## TASK DIRECTIONS
Go through the records underneath and count the lines that include the string "ends". Give nothing but the number.

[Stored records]
____

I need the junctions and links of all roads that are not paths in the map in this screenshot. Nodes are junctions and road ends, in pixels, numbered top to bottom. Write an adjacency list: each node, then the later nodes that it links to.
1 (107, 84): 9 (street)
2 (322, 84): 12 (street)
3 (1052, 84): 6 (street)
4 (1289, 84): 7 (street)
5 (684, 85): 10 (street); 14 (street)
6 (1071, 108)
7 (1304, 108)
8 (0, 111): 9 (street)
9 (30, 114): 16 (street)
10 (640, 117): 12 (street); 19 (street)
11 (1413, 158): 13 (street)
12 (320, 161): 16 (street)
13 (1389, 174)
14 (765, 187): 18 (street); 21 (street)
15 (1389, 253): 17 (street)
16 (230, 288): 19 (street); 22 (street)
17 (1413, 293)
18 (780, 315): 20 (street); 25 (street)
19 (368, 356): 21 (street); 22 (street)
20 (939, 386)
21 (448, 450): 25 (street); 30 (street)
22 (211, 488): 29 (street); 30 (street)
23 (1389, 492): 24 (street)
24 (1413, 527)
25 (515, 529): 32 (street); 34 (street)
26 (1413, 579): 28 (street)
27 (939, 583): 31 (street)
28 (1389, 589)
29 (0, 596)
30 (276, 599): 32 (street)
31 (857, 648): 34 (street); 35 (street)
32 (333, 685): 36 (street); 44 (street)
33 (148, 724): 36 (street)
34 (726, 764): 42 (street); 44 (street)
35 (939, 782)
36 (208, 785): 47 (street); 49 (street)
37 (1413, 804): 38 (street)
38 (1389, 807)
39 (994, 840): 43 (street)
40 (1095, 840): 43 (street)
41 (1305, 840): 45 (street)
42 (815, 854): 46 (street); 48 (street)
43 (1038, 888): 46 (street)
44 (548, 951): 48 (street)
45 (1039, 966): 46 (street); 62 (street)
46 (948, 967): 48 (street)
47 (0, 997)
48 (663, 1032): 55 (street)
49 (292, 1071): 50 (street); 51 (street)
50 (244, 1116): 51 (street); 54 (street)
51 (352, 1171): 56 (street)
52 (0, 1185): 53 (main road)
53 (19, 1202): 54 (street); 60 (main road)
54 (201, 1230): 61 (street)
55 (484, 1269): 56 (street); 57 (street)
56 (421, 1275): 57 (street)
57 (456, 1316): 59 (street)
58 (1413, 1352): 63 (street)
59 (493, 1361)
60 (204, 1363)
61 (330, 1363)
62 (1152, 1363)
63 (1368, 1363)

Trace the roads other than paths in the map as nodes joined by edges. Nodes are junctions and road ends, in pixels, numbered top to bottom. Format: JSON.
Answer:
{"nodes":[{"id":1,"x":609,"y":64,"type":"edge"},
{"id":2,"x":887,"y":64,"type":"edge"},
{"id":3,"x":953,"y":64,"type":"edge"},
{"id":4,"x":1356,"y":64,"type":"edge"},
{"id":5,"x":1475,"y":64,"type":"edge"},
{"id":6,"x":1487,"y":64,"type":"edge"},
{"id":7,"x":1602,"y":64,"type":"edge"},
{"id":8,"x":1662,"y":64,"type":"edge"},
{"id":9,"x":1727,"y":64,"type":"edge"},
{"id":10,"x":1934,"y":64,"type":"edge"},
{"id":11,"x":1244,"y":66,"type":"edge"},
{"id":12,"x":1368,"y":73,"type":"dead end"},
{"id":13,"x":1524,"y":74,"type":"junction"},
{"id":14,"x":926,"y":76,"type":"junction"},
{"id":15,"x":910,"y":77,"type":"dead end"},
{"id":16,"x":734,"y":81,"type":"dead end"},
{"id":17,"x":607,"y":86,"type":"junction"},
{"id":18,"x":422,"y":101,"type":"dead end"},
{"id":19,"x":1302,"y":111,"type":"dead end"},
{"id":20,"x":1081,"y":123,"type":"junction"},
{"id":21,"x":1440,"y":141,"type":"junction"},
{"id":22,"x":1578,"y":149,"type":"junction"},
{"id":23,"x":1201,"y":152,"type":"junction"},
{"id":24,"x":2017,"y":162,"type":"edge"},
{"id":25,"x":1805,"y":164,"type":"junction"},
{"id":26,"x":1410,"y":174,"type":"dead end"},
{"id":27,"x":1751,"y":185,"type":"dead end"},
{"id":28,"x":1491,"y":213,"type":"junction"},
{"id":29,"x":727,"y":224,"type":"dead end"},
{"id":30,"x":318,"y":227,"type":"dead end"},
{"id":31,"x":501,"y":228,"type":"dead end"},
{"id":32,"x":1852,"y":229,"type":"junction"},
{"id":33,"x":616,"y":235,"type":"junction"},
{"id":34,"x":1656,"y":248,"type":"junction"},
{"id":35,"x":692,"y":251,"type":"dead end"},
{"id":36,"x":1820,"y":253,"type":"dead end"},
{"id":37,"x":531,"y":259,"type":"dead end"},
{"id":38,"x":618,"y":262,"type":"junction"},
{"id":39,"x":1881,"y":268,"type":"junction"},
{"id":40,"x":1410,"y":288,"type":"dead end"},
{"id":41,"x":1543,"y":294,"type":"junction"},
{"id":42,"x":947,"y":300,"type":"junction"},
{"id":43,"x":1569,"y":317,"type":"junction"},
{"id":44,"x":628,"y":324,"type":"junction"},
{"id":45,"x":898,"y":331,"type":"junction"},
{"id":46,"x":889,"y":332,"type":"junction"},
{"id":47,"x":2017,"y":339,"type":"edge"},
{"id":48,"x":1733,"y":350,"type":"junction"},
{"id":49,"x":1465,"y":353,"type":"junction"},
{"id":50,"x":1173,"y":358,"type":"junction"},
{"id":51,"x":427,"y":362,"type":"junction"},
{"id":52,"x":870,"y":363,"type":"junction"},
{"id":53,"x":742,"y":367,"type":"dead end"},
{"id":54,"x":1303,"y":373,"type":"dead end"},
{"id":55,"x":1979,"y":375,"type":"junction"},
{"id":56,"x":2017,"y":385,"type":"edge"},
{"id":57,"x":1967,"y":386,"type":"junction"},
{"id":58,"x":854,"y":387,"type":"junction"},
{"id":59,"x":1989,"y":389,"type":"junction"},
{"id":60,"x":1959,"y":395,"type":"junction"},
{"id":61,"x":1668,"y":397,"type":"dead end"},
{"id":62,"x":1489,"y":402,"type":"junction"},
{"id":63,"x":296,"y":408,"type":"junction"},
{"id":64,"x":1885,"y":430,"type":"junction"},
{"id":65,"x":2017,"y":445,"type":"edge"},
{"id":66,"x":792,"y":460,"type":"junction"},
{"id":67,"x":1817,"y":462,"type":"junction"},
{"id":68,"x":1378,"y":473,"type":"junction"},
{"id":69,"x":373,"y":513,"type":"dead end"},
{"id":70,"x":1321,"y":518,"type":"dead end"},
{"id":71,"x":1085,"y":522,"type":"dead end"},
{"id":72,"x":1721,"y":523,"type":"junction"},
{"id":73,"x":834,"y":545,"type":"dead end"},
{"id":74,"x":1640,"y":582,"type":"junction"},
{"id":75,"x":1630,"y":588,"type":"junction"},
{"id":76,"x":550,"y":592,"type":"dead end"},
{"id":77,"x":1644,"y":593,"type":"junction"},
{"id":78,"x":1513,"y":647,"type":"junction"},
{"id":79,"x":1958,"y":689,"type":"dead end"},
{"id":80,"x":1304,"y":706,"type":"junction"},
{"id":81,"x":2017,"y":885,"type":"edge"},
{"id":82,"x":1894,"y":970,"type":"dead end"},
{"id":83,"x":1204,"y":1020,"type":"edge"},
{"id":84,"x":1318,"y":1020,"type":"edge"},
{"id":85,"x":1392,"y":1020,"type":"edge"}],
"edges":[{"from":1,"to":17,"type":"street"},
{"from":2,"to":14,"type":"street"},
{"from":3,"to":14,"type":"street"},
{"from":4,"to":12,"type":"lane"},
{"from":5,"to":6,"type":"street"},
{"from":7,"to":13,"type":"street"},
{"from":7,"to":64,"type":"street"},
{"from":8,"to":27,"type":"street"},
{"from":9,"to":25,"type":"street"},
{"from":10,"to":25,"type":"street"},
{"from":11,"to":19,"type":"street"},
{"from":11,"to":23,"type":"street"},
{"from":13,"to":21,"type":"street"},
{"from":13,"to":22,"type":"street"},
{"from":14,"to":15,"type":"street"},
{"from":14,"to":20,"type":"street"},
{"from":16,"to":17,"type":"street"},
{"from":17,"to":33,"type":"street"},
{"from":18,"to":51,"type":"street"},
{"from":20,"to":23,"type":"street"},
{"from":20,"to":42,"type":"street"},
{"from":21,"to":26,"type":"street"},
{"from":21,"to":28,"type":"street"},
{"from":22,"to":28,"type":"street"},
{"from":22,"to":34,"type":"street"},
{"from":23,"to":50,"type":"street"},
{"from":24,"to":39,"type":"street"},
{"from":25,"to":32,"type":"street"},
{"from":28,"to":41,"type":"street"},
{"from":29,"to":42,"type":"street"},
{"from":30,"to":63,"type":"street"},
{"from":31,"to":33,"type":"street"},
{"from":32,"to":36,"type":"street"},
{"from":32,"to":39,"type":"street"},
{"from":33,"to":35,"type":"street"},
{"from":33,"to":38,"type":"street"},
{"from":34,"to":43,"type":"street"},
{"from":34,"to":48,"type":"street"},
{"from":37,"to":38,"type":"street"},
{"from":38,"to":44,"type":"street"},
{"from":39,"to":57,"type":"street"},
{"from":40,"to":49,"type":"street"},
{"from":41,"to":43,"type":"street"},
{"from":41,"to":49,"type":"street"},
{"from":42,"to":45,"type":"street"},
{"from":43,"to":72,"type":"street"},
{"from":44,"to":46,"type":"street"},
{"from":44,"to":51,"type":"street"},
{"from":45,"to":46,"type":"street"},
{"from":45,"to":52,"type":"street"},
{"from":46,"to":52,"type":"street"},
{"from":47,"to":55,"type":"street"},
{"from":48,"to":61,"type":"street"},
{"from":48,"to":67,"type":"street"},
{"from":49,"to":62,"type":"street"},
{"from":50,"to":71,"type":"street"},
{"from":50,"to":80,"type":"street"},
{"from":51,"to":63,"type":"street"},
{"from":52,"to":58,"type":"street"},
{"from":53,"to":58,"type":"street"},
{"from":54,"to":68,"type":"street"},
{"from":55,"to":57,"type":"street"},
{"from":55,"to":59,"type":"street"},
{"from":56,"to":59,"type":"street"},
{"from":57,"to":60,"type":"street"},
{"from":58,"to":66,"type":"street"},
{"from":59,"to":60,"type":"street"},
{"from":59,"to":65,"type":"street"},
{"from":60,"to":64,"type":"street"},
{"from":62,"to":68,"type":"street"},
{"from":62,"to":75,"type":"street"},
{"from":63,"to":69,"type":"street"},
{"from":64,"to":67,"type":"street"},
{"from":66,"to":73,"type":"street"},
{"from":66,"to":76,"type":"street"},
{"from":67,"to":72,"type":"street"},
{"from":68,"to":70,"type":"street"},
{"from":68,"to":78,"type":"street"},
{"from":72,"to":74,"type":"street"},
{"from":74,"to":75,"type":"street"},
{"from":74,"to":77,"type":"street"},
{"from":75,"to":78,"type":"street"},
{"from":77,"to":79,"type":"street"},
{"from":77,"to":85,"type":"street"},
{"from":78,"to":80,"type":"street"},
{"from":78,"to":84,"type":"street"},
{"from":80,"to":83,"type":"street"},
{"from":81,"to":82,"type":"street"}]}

____

## WRITTEN RESPONSE
2